From the records, pick out and copy each line containing "numbered".

+++

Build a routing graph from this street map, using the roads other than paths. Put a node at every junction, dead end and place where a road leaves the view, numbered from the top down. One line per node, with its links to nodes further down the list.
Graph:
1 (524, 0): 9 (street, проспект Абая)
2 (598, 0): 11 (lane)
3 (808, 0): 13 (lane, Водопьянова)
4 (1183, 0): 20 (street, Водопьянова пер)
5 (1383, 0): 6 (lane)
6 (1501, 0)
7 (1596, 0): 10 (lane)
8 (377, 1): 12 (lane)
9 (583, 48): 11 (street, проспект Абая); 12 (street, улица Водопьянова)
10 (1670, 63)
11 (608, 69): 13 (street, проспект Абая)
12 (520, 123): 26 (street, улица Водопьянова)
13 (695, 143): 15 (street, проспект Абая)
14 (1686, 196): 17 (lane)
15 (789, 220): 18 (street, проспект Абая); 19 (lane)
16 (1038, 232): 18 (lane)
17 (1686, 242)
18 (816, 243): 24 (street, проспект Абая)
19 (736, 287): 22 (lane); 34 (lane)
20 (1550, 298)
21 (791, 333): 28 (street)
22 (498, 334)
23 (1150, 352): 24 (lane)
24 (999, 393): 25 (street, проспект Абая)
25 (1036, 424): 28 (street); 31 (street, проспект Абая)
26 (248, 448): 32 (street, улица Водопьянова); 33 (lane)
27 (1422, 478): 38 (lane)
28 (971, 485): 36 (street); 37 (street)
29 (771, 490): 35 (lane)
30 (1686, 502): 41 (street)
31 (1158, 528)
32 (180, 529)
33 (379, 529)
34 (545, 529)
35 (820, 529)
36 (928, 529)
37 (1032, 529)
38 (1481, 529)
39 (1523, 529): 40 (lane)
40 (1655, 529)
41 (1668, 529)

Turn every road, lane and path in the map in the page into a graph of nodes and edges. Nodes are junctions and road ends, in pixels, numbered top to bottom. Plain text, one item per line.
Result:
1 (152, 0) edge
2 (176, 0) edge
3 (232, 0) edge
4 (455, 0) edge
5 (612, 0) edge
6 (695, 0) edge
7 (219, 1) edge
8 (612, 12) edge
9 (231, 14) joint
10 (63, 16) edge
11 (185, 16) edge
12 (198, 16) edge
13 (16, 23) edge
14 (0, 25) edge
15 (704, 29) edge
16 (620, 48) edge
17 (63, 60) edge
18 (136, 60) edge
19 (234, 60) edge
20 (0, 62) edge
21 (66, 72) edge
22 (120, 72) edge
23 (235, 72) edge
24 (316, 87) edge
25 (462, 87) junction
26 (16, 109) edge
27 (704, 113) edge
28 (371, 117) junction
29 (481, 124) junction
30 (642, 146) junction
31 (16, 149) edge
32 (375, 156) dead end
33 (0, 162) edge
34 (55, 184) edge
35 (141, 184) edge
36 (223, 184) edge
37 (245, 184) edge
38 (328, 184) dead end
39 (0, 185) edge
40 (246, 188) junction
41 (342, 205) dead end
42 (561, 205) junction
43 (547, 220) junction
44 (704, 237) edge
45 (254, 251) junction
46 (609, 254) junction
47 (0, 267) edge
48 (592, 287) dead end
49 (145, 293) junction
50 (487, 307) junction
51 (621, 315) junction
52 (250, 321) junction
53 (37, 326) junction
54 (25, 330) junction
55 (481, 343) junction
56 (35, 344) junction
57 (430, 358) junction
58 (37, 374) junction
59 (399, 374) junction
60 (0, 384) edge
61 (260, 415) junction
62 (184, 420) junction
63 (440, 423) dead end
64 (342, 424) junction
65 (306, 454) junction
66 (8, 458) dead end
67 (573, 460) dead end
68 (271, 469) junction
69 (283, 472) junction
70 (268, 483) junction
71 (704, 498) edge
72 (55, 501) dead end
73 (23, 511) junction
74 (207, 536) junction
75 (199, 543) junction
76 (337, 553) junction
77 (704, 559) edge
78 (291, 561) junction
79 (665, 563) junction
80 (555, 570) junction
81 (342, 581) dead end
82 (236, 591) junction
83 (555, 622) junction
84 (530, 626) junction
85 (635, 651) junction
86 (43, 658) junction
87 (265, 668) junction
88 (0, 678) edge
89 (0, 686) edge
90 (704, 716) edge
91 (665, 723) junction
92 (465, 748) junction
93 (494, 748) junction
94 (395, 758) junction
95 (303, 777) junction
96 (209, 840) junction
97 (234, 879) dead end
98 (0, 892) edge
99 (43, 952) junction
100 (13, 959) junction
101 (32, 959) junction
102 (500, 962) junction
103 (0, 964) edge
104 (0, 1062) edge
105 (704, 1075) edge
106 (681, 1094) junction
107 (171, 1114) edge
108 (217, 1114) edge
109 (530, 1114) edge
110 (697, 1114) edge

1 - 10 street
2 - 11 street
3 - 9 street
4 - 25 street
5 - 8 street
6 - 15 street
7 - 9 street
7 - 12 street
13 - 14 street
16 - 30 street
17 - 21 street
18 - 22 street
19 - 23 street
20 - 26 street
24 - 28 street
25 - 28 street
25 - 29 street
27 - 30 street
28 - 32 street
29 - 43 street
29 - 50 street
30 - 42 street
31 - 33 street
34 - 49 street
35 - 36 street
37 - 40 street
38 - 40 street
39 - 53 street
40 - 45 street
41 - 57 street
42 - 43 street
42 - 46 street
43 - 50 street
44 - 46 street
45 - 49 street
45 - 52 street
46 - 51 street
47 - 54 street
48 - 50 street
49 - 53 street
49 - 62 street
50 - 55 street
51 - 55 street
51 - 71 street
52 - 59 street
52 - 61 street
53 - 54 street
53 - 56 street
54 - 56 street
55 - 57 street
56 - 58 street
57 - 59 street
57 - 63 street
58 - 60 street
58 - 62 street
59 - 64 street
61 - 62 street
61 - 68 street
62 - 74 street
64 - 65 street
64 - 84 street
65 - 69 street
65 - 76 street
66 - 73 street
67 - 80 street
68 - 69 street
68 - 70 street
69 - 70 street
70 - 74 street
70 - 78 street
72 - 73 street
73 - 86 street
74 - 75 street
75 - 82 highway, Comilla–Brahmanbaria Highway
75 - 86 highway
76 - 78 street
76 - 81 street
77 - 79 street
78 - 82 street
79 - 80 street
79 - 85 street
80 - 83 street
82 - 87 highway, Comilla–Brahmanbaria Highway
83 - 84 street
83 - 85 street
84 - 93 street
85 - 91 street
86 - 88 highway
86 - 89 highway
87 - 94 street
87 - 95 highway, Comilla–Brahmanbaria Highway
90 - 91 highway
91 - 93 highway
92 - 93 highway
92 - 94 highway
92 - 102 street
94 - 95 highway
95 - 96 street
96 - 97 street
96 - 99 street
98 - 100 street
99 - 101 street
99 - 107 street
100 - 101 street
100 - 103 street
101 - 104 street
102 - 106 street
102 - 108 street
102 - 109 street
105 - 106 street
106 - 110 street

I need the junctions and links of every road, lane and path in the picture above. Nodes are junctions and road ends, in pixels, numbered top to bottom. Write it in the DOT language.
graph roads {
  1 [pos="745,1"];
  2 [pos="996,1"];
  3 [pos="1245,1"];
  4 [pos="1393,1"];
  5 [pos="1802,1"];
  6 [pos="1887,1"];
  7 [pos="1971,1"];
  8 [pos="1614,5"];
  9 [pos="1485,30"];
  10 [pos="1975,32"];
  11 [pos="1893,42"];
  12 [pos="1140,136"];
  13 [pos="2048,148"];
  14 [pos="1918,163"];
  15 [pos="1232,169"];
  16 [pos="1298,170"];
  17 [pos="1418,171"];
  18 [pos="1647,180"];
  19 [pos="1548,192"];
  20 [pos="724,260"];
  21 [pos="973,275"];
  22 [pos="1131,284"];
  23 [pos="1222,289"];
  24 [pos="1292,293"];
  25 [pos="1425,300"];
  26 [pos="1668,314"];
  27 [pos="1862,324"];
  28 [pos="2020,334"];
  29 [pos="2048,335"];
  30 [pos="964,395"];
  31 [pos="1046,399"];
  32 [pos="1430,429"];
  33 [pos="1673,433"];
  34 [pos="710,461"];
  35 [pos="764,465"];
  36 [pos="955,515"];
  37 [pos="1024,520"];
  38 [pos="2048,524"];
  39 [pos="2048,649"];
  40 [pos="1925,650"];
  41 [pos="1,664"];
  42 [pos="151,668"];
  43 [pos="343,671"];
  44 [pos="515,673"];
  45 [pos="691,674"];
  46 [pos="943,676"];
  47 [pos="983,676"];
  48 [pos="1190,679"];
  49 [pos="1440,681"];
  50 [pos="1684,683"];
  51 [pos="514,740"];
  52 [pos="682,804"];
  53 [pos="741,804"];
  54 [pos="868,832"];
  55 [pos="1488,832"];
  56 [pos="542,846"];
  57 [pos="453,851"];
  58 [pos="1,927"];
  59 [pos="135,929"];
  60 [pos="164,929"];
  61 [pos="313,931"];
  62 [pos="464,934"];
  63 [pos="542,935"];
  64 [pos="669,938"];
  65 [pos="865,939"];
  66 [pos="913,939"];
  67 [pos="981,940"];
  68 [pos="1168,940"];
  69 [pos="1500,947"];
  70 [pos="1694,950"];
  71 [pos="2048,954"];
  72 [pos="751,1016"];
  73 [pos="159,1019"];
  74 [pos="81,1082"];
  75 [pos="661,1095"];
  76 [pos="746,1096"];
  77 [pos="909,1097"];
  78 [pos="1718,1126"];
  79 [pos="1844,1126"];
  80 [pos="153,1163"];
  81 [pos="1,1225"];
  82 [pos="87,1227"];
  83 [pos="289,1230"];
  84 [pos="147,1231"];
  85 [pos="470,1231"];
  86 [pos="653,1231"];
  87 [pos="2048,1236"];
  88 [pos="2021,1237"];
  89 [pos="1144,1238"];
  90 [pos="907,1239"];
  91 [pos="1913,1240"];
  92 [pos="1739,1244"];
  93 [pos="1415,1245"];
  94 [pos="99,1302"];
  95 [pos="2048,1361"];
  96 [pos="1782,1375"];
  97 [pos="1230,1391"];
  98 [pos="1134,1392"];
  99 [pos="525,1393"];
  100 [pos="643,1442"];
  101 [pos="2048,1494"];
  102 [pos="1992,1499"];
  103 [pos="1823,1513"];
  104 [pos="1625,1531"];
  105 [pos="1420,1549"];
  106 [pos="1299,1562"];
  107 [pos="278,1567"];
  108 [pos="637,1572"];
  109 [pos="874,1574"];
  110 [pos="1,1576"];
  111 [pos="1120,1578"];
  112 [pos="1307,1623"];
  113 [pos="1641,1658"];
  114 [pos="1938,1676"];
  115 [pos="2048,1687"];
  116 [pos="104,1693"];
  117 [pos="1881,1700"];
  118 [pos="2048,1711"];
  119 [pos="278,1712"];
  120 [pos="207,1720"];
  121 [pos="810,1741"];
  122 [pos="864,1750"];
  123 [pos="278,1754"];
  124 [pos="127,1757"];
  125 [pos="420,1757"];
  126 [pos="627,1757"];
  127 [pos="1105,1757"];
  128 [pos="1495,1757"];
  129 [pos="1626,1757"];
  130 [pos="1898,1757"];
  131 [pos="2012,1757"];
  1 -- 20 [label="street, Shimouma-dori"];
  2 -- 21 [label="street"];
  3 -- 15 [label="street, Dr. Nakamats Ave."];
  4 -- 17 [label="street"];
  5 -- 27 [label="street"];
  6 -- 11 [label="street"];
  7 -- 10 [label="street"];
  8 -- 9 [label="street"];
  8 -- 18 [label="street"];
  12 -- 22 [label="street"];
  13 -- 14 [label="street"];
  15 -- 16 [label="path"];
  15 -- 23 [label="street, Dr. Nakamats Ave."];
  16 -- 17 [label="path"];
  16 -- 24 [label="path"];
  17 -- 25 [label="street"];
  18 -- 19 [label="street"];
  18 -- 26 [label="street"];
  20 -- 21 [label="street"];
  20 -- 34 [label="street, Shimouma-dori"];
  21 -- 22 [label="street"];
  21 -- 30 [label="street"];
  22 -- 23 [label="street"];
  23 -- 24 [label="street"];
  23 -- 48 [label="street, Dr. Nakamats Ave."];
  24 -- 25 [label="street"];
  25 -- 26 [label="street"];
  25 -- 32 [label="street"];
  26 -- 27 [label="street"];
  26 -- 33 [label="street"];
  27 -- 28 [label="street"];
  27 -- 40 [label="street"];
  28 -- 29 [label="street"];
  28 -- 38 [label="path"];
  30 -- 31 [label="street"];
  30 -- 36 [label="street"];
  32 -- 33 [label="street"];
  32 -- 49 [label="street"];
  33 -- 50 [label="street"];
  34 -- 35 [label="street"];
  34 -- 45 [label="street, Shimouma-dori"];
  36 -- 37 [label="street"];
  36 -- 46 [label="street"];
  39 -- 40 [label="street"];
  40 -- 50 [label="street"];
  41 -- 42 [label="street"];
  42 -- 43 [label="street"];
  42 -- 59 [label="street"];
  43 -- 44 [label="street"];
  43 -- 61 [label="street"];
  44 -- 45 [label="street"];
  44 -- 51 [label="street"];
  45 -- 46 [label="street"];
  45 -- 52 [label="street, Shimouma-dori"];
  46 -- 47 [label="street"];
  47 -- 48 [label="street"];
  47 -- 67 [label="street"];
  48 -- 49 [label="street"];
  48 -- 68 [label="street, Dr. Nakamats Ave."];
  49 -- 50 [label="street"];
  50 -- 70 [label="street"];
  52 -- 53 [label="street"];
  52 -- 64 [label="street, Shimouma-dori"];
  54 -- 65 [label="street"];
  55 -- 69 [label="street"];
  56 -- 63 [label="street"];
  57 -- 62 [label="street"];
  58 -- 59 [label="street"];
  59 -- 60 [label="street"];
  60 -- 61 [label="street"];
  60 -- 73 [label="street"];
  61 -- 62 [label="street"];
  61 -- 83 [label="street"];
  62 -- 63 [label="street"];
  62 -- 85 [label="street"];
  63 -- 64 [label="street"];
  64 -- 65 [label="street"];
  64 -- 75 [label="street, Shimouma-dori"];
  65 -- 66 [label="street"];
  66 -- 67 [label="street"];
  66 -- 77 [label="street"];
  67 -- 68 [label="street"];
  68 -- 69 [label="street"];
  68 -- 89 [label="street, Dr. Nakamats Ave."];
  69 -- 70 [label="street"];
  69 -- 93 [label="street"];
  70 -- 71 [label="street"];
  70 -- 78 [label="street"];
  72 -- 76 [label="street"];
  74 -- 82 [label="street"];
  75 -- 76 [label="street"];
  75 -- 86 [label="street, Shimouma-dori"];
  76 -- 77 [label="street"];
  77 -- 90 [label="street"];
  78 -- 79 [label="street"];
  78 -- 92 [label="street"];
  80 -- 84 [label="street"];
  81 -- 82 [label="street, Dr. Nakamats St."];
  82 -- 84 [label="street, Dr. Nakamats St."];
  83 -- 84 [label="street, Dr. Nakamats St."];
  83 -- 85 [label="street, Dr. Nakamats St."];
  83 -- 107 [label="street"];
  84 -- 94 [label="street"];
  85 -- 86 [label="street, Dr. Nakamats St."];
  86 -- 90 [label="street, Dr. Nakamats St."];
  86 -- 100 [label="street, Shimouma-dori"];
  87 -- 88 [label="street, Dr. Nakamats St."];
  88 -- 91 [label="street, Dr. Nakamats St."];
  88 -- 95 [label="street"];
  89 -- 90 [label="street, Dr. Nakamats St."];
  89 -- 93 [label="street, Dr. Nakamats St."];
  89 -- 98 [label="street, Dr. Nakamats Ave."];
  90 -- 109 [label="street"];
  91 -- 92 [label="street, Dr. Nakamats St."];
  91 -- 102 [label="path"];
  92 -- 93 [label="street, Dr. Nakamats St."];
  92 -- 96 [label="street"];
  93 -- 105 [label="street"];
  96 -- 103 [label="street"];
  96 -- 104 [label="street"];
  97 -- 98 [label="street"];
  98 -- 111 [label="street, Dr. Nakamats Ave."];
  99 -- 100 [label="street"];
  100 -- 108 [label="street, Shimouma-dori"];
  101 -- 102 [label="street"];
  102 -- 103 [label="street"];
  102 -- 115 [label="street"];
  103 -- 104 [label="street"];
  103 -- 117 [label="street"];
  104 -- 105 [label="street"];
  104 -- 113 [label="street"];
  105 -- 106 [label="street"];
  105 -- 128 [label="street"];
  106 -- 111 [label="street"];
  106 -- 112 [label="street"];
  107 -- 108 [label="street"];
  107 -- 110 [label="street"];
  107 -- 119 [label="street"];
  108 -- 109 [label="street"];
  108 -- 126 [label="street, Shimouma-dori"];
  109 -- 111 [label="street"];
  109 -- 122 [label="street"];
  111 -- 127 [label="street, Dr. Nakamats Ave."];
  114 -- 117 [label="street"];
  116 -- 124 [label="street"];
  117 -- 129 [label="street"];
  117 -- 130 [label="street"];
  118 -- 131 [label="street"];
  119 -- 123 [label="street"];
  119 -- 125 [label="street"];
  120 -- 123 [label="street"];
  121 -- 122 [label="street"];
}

+++

- _EXERCISE SOLUTION_:
Build a routing graph from this street map, using the roads other than paths. Put a node at every junction, dead end and place where a road leaves the view, numbered from the top down. One line per node, with its links to nodes further down the list.
Turn every road, lane and path in the map in the page into a graph of nodes and edges. Nodes are junctions and road ends, in pixels, numbered top to bottom. Plain text, one item per line.
I need the junctions and links of every road, lane and path in the picture above. Nodes are junctions and road ends, in pixels, numbered top to bottom. Write it in the DOT language.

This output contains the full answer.